\section{Introduction}\label{sec:intro}
% \hp{Expand the outline of the abstract here with references, details. Tell a story. Especially, we need to elaborate point 3), explain the \textbf{difference}: how the problem is fundamentally/mathematically different than previous problems, and what are the new \textbf{challenges}, and then what is our key \textbf{technique} to address that challenge.} 


Many real-world problems such as optimal auction~\citep{myerson1981optimal,cole2014sample} and security games~\citep{tambe2011security} can be modeled as a hierarchical game, where the two levels of players have asymmetric roles and can be partitioned into a \textit{leader} who first takes an action and a \textit{follower} who responds to the leader's action.
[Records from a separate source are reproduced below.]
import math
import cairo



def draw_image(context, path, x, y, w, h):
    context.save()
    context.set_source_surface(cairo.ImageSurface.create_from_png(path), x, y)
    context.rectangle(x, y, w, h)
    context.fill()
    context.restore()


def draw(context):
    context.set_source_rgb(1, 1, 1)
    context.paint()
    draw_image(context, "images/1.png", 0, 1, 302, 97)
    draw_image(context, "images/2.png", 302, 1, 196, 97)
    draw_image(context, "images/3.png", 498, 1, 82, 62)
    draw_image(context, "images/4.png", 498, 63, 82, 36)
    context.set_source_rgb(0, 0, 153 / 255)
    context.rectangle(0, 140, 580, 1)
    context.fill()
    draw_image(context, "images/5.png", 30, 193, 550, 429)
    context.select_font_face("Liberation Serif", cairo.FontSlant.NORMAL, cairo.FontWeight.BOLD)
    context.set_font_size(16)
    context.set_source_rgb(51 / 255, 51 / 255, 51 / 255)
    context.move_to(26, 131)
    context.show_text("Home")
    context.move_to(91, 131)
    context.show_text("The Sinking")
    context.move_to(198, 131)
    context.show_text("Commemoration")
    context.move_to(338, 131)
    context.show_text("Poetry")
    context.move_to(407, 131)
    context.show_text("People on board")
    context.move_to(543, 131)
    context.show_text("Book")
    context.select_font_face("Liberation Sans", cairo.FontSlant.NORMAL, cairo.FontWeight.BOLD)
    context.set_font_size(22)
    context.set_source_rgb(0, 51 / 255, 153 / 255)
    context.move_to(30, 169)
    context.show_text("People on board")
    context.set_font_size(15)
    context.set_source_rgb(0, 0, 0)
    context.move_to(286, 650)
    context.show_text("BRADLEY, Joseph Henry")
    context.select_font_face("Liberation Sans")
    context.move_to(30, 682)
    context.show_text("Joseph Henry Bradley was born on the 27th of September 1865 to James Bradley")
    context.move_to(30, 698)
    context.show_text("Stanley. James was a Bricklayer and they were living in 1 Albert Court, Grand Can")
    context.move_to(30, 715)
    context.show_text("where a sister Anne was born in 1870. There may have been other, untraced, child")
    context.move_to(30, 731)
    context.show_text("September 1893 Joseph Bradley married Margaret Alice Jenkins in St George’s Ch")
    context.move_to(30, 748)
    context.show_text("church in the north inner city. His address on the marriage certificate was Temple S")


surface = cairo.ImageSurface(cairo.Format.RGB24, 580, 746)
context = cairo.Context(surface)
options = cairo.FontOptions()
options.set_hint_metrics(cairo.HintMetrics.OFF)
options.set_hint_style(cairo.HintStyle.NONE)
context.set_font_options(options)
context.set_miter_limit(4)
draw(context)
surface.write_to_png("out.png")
This class of games is called Stackelberg or leader-follower games~\citep{stackelberg1934marktform,sherali1983stackelberg}. General-sum Stackelberg games~\citep{roughgarden2010algorithmic} are a class of Stackelberg games where the sum of the leader's and follower's rewards is not necessarily zero. They have broad implications in many other real-world problems such as taxation policy making~\citep{zheng2020ai}, automated mechanism design~\citep{conitzer2002complexity}, reward shaping~\citep{leibo2017multi}, security games~\citep{gan2018stackelberg,blum2014learning}, anti-poaching~\citep{fang2015security}, and autonomous driving~\citep{shalev2016safe}. %For example, in optimal auction~\citep{myerson1981optimal,cole2014sample}, the leader is the seller who has an auction strategy (e.g., second price auction with a reservation price) for its product, the followers are the buyers who then bid the product with different prices.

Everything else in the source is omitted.